YOUR GOAL: Skip the images and repeat every entry word for word.

_ _ _ _

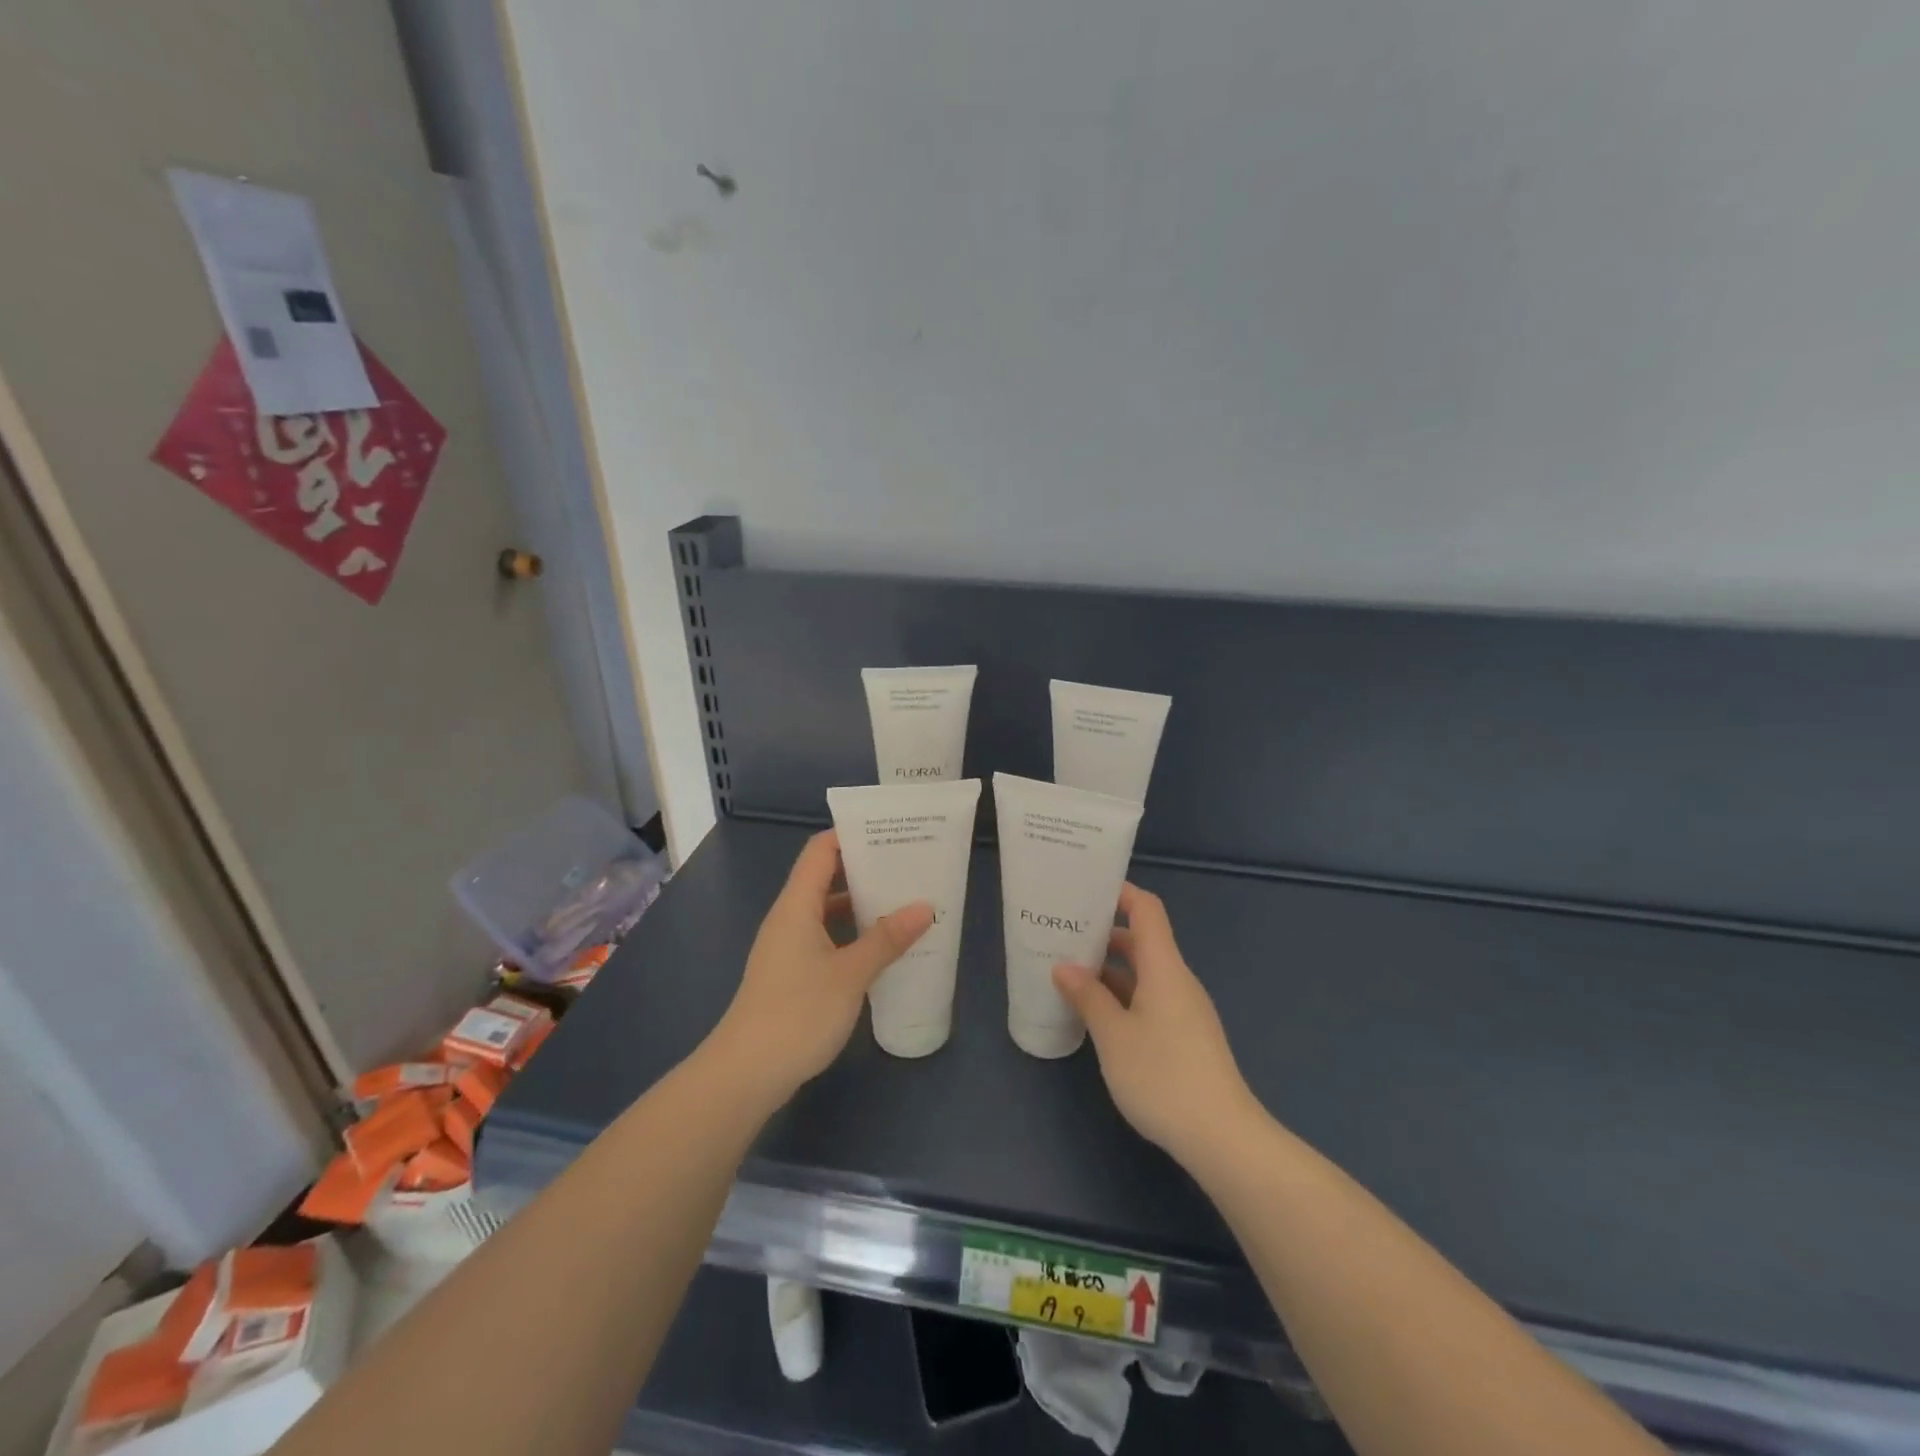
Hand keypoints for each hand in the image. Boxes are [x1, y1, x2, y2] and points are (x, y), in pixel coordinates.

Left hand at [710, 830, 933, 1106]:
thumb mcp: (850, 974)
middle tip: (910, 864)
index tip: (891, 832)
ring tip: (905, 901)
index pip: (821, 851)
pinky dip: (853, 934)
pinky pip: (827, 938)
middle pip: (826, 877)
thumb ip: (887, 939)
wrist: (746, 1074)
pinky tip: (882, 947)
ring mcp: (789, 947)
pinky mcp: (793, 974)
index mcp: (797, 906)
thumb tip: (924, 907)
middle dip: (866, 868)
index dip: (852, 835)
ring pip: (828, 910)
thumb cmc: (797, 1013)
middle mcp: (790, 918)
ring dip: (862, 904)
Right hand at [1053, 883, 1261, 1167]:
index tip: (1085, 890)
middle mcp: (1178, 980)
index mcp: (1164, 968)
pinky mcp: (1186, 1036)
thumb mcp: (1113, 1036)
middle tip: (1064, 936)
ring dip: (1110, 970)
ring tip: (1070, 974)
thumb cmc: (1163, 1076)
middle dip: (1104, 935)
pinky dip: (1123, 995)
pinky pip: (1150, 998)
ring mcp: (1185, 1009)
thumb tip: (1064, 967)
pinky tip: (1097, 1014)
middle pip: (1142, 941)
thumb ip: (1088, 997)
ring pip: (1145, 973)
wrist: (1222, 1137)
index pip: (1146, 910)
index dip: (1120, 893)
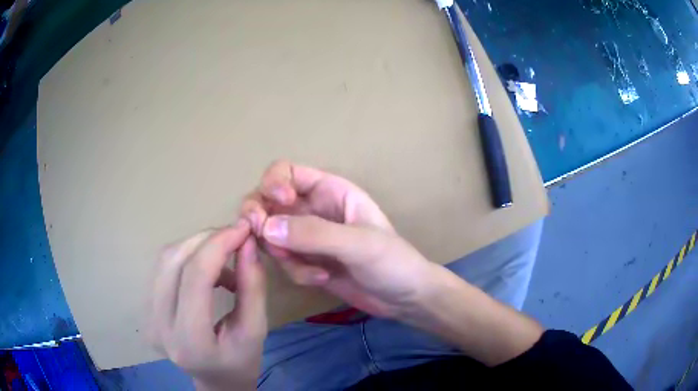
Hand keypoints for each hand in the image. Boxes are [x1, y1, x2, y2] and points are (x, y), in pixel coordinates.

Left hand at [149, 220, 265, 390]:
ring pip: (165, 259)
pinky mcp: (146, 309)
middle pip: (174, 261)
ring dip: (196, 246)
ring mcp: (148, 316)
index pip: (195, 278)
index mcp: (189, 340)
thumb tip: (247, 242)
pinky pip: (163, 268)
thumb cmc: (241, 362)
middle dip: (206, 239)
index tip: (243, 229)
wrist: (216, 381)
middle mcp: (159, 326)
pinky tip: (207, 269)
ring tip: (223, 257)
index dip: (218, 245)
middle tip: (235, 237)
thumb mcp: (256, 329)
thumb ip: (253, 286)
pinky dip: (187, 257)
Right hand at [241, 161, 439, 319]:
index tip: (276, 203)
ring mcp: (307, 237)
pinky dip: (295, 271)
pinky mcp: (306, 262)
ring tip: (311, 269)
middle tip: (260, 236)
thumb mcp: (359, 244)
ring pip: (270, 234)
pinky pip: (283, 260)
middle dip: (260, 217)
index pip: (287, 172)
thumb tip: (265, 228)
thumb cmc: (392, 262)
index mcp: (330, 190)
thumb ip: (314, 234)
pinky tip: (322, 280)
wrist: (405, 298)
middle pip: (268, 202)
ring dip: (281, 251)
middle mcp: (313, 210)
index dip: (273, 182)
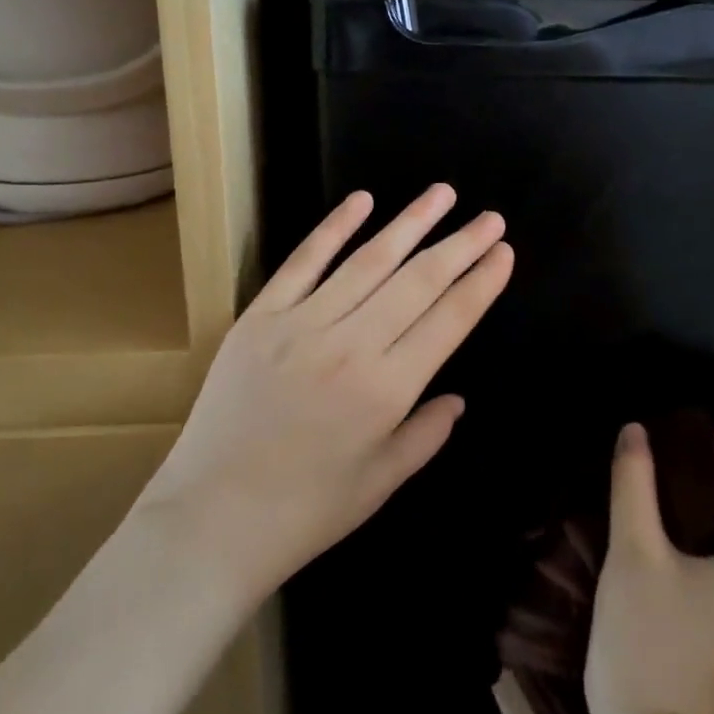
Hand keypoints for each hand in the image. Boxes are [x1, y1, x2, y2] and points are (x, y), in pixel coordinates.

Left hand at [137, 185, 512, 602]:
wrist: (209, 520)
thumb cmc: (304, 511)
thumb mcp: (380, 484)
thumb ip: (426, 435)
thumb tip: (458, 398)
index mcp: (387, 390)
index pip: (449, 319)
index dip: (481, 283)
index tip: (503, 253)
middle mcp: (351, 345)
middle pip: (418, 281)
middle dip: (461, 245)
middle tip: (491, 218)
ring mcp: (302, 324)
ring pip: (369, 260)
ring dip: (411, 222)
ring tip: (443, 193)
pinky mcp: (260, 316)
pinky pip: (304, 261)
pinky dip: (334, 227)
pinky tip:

_ _ _ _

EXPECTED OUTPUT:
Hand keypoints for each hand in the image. Boxes are [x1, y1, x2, y2] and points are (x, y), in pixel coordinates.

Left hand at [710, 830, 933, 1106]:
thumb mcp: (850, 974)
middle tip: (910, 864)
index tip: (891, 832)
ring tip: (905, 901)
index pip: (821, 851)
pinky dip: (853, 934)
pinky pip: (827, 938)
middle pip: (826, 877)
thumb ip: (887, 939)
wrist: (746, 1074)
pinky tip: (882, 947)
ring mcp: (789, 947)
pinky mcp: (793, 974)
index mcp: (797, 906)
thumb tip: (924, 907)
middle dip: (866, 868)
index dip: (852, 835)
ring pip: (828, 910)
thumb cmc: (797, 1013)
middle mcp: (790, 918)
ring dip: (862, 904)
Right hand at [1053, 883, 1261, 1167]:
index tip: (1085, 890)
middle mcp: (1178, 980)
index mcp: (1164, 968)
pinky mcp: (1186, 1036)
thumb mcp: (1113, 1036)
middle tip: (1064, 936)
ring dip: (1110, 970)
ring tip: (1070, 974)
thumb cmc: (1163, 1076)
middle dip: (1104, 935)
pinky dip: (1123, 995)
pinky pip: (1150, 998)
ring mcp: (1185, 1009)
thumb tip: (1064, 967)
pinky tip: (1097, 1014)
middle pip: (1142, 941)
thumb ip: (1088, 997)
ring pip: (1145, 973)
wrist: (1222, 1137)
index pip: (1146, 910)
index dip: (1120, 893)
Hand keypoints for each hand in the image. Boxes are [x1, y1, x2, y2] and points are (x, y), in pixel coordinates.

Left hand at [149, 220, 265, 390]:
ring pip: (165, 259)
pinky mcp: (146, 309)
middle pip: (174, 261)
ring dip: (196, 246)
ring mcp: (148, 316)
index pip: (195, 278)
index mcp: (189, 340)
thumb tip: (247, 242)
pinky pip: (163, 268)
thumb cmc: (241, 362)
middle dip: (206, 239)
index tip: (243, 229)
wrist: (216, 381)
middle mcp: (159, 326)
pinky tip: (207, 269)
ring tip: (223, 257)
index dip: (218, 245)
middle tip: (235, 237)
thumb mcp: (256, 329)
thumb ip: (253, 286)
pinky dip: (187, 257)
Right hand at [241, 161, 439, 319]:
index tip: (276, 203)
ring mcp: (307, 237)
pinky dip: (295, 271)
pinky mcp: (306, 262)
ring tip: (311, 269)
middle tip: (260, 236)
thumb mcp: (359, 244)
ring pip: (270, 234)
pinky pip: (283, 260)
middle dip: (260, 217)
index pip: (287, 172)
thumb tip: (265, 228)
thumb cmc: (392, 262)
index mcp: (330, 190)
thumb ip: (314, 234)
pinky tip: (322, 280)
wrist: (405, 298)
middle pip: (268, 202)
ring dip: (281, 251)
middle mcp: (313, 210)
index dip: (273, 182)
Hand keypoints for each hand in the image. Boxes are [x1, y1, x2, y2] and points are (x, y), in pixel coordinates.

Left hand at [137, 185, 512, 602]:
wrist: (209, 520)
thumb cmc: (304, 511)
thumb mcp: (380, 484)
thumb ip: (426, 435)
thumb tip: (458, 398)
index mcp: (387, 390)
index pip: (449, 319)
index dip: (481, 283)
index tip: (503, 253)
middle mcp: (351, 345)
middle pip: (418, 281)
middle dip: (461, 245)
middle tip: (491, 218)
ring mcp: (302, 324)
ring pip: (369, 260)
ring dip: (411, 222)
ring tip: (443, 193)
pinky mcp: (260, 316)
pinky pip: (304, 261)
pinky dip: (334, 227)
pinky tip:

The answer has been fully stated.